● Problem statement
Copy out the entries that follow exactly, leaving every picture behind.
** Data for processing follows **
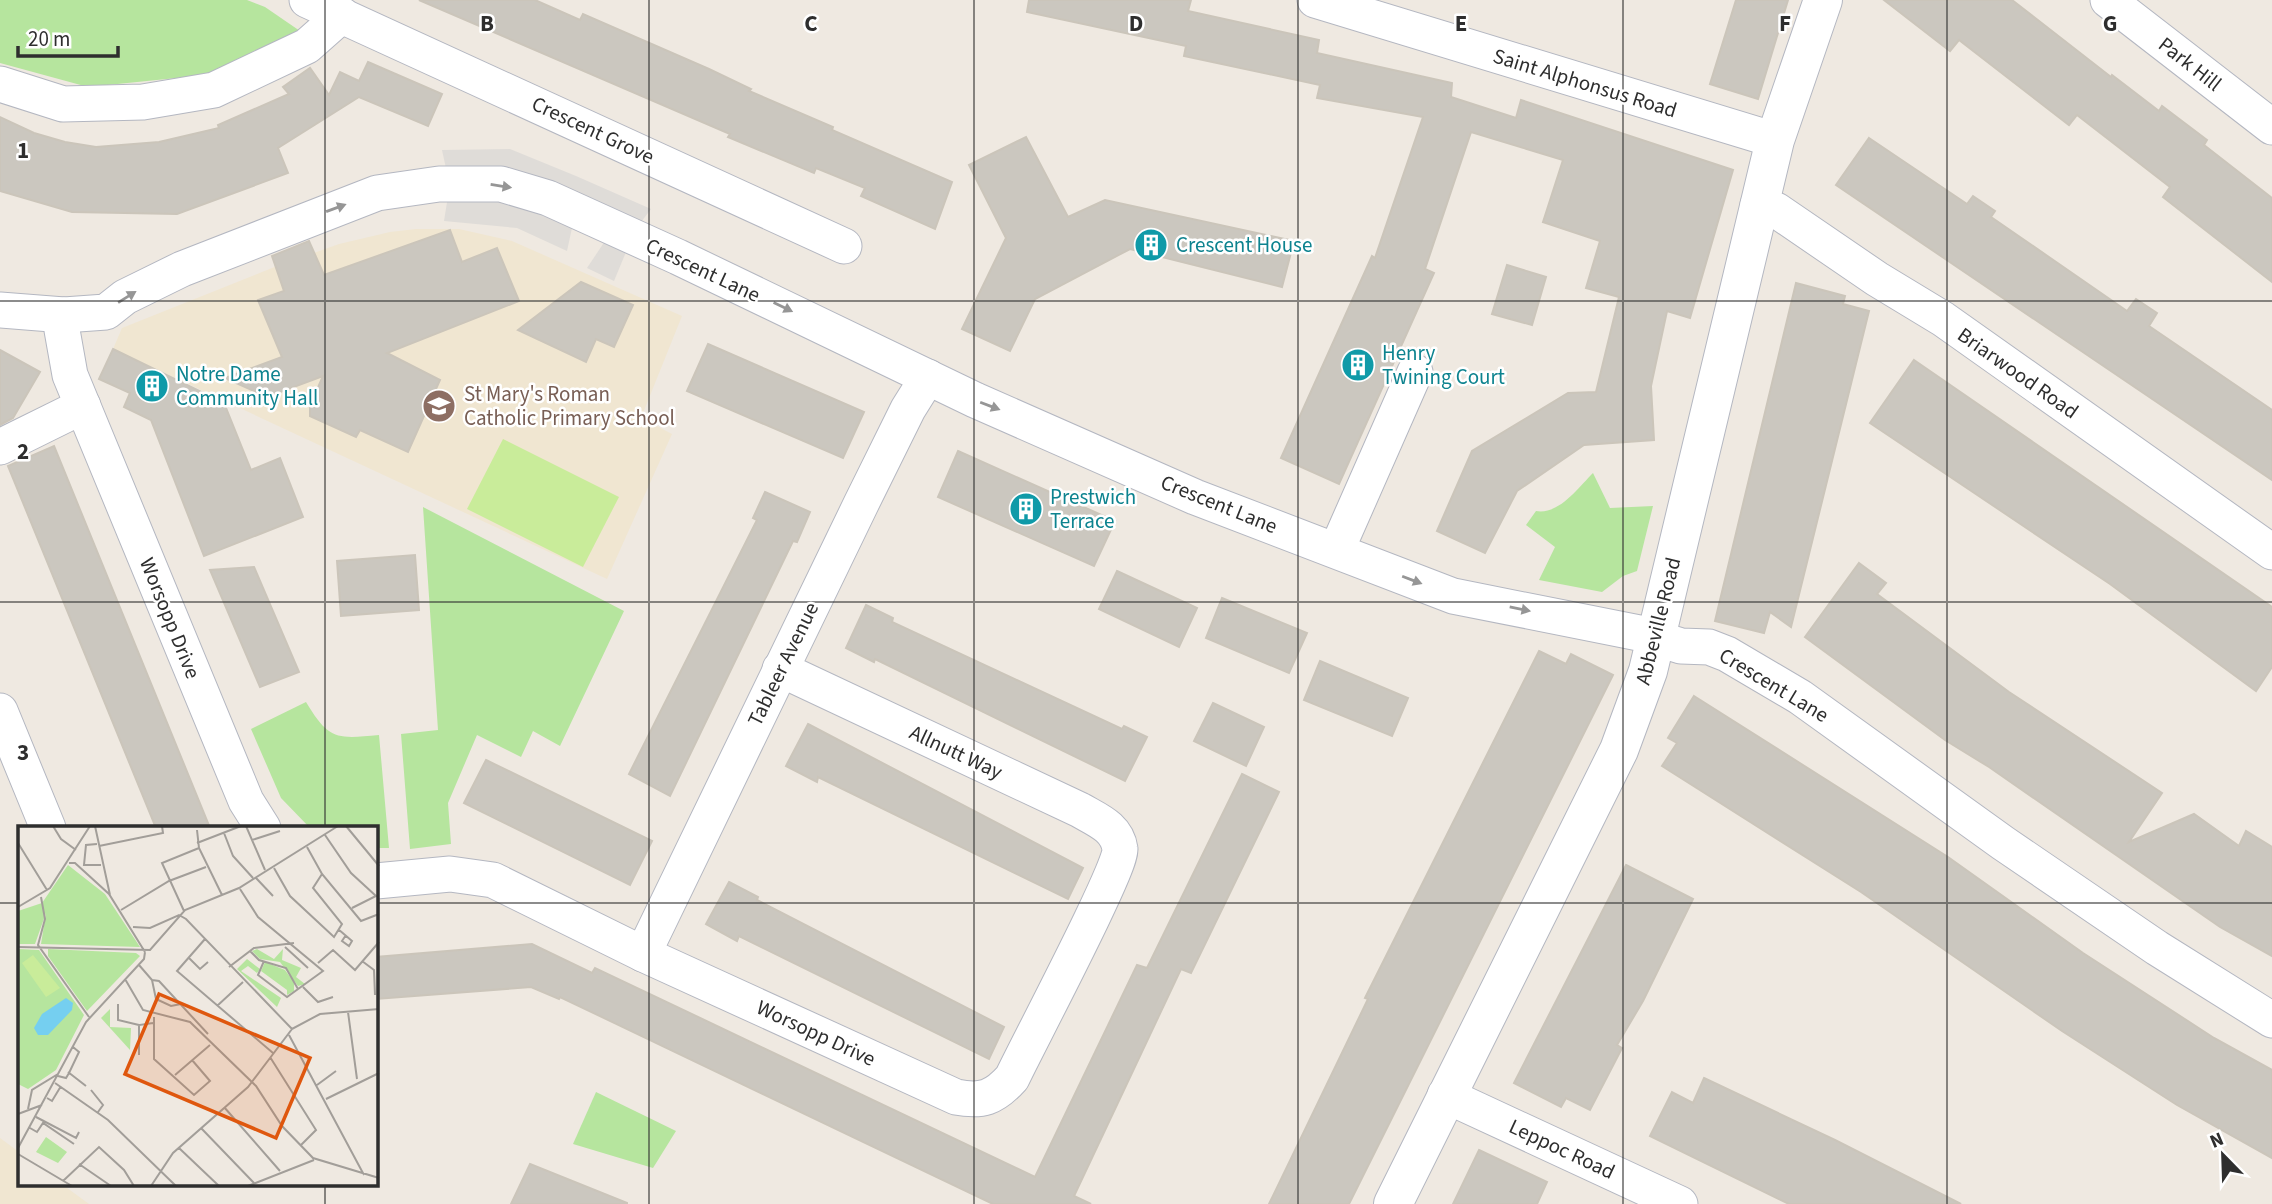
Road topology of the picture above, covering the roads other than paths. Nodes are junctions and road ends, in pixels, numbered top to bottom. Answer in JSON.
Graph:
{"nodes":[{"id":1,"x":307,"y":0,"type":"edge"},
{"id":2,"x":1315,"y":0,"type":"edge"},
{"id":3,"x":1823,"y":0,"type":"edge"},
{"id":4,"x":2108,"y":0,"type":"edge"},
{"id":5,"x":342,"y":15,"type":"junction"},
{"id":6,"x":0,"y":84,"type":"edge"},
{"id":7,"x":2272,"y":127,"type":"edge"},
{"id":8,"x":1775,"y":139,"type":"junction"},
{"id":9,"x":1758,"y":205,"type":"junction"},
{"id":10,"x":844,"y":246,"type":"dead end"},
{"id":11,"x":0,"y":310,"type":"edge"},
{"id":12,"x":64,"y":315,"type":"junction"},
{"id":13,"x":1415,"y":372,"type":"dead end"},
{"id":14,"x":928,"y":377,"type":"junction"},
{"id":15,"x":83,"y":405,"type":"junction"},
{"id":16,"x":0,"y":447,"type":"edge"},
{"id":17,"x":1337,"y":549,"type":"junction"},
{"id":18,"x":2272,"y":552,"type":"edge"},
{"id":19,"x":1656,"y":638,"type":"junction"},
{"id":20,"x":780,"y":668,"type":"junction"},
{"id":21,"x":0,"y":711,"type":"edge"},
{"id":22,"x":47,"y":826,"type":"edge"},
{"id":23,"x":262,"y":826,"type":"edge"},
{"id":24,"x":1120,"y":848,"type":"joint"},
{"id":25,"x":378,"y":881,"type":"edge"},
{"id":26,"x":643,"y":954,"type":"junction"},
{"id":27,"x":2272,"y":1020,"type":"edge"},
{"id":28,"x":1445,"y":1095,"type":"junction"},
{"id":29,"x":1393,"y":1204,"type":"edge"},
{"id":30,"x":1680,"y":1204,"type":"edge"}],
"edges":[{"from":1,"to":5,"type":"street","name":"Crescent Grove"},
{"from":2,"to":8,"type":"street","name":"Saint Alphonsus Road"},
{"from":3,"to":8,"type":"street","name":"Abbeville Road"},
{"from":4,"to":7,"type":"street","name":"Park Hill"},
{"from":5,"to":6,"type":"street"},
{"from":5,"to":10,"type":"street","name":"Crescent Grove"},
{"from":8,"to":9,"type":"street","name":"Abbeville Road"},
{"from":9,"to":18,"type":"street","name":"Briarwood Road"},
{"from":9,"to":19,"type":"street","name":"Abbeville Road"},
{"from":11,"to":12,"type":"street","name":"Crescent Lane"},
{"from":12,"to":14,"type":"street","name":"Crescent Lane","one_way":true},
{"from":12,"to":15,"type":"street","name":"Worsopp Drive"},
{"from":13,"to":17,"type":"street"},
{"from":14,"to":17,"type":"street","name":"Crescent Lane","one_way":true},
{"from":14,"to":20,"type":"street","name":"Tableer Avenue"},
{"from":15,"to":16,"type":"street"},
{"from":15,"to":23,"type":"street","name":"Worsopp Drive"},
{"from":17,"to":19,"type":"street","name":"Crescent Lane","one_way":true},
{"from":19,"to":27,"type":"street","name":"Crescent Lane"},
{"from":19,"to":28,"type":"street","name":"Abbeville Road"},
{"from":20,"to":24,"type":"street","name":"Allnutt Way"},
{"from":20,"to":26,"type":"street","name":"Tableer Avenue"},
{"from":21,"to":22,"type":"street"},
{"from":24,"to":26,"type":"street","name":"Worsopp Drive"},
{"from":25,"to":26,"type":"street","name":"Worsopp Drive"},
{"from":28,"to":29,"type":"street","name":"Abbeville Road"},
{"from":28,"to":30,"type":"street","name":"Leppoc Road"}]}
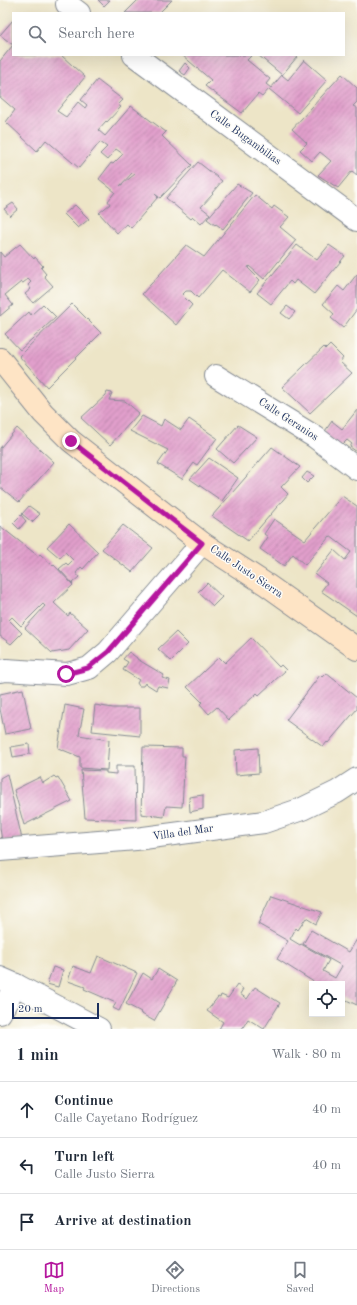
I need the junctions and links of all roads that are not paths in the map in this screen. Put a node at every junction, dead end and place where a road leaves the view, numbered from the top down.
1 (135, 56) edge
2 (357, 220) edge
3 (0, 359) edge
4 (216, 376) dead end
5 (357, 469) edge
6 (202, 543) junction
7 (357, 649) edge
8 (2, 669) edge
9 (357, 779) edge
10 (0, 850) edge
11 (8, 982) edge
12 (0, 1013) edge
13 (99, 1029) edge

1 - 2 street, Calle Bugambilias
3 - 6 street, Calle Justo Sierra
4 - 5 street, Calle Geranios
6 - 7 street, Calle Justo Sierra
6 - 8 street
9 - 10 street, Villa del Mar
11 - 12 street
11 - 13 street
** End of Data for processing **
● Answer space
Road topology of the picture above, covering the roads other than paths. Nodes are junctions and road ends, in pixels, numbered top to bottom. Answer in JSON.
Graph:
{"nodes":[{"id":1,"x":307,"y":0,"type":"edge"},
{"id":2,"x":1315,"y":0,"type":"edge"},
{"id":3,"x":1823,"y":0,"type":"edge"},
{"id":4,"x":2108,"y":0,"type":"edge"},
{"id":5,"x":342,"y":15,"type":"junction"},
{"id":6,"x":0,"y":84,"type":"edge"},
{"id":7,"x":2272,"y":127,"type":"edge"},
{"id":8,"x":1775,"y":139,"type":"junction"},
{"id":9,"x":1758,"y":205,"type":"junction"},
{"id":10,"x":844,"y":246,"type":"dead end"},
{"id":11,"x":0,"y":310,"type":"edge"},
{"id":12,"x":64,"y":315,"type":"junction"},
{"id":13,"x":1415,"y":372,"type":"dead end"},
{"id":14,"x":928,"y":377,"type":"junction"},
{"id":15,"x":83,"y":405,"type":"junction"},
{"id":16,"x":0,"y":447,"type":"edge"},
{"id":17,"x":1337,"y":549,"type":"junction"},
{"id":18,"x":2272,"y":552,"type":"edge"},
{"id":19,"x":1656,"y":638,"type":"junction"},
{"id":20,"x":780,"y":668,"type":"junction"},
{"id":21,"x":0,"y":711,"type":"edge"},
{"id":22,"x":47,"y":826,"type":"edge"},
{"id":23,"x":262,"y":826,"type":"edge"},
{"id":24,"x":1120,"y":848,"type":"joint"},
{"id":25,"x":378,"y":881,"type":"edge"},
{"id":26,"x":643,"y":954,"type":"junction"},
{"id":27,"x":2272,"y":1020,"type":"edge"},
{"id":28,"x":1445,"y":1095,"type":"junction"},
{"id":29,"x":1393,"y":1204,"type":"edge"},
{"id":30,"x":1680,"y":1204,"type":"edge"}],
"edges":[{"from":1,"to":5,"type":"street","name":"Crescent Grove"},
{"from":2,"to":8,"type":"street","name":"Saint Alphonsus Road"},
{"from":3,"to":8,"type":"street","name":"Abbeville Road"},
{"from":4,"to":7,"type":"street","name":"Park Hill"},
{"from":5,"to":6,"type":"street"},
{"from":5,"to":10,"type":"street","name":"Crescent Grove"},
{"from":8,"to":9,"type":"street","name":"Abbeville Road"},
{"from":9,"to":18,"type":"street","name":"Briarwood Road"},
{"from":9,"to":19,"type":"street","name":"Abbeville Road"},
{"from":11,"to":12,"type":"street","name":"Crescent Lane"},
{"from":12,"to":14,"type":"street","name":"Crescent Lane","one_way":true},
{"from":12,"to":15,"type":"street","name":"Worsopp Drive"},
{"from":13,"to":17,"type":"street"},
{"from":14,"to":17,"type":"street","name":"Crescent Lane","one_way":true},
{"from":14,"to":20,"type":"street","name":"Tableer Avenue"},
{"from":15,"to":16,"type":"street"},
{"from":15,"to":23,"type":"street","name":"Worsopp Drive"},
{"from":17,"to":19,"type":"street","name":"Crescent Lane","one_way":true},
{"from":19,"to":27,"type":"street","name":"Crescent Lane"},
{"from":19,"to":28,"type":"street","name":"Abbeville Road"},
{"from":20,"to":24,"type":"street","name":"Allnutt Way"},
{"from":20,"to":26,"type":"street","name":"Tableer Avenue"},
{"from":21,"to":22,"type":"street"},
{"from":24,"to":26,"type":"street","name":"Worsopp Drive"},
{"from":25,"to":26,"type":"street","name":"Worsopp Drive"},
{"from":28,"to":29,"type":"street","name":"Abbeville Road"},
{"from":28,"to":30,"type":"street","name":"Leppoc Road"}]}
I need the junctions and links of all roads that are not paths in the map in this screen. Put a node at every junction, dead end and place where a road leaves the view, numbered from the top down.
1 (135, 56) edge
2 (357, 220) edge
3 (0, 359) edge
4 (216, 376) dead end
5 (357, 469) edge
6 (202, 543) junction
7 (357, 649) edge
8 (2, 669) edge
9 (357, 779) edge
10 (0, 850) edge
11 (8, 982) edge
12 (0, 1013) edge
13 (99, 1029) edge

1 - 2 street, Calle Bugambilias
3 - 6 street, Calle Justo Sierra
4 - 5 street, Calle Geranios
6 - 7 street, Calle Justo Sierra
6 - 8 street
9 - 10 street, Villa del Mar
11 - 12 street
11 - 13 street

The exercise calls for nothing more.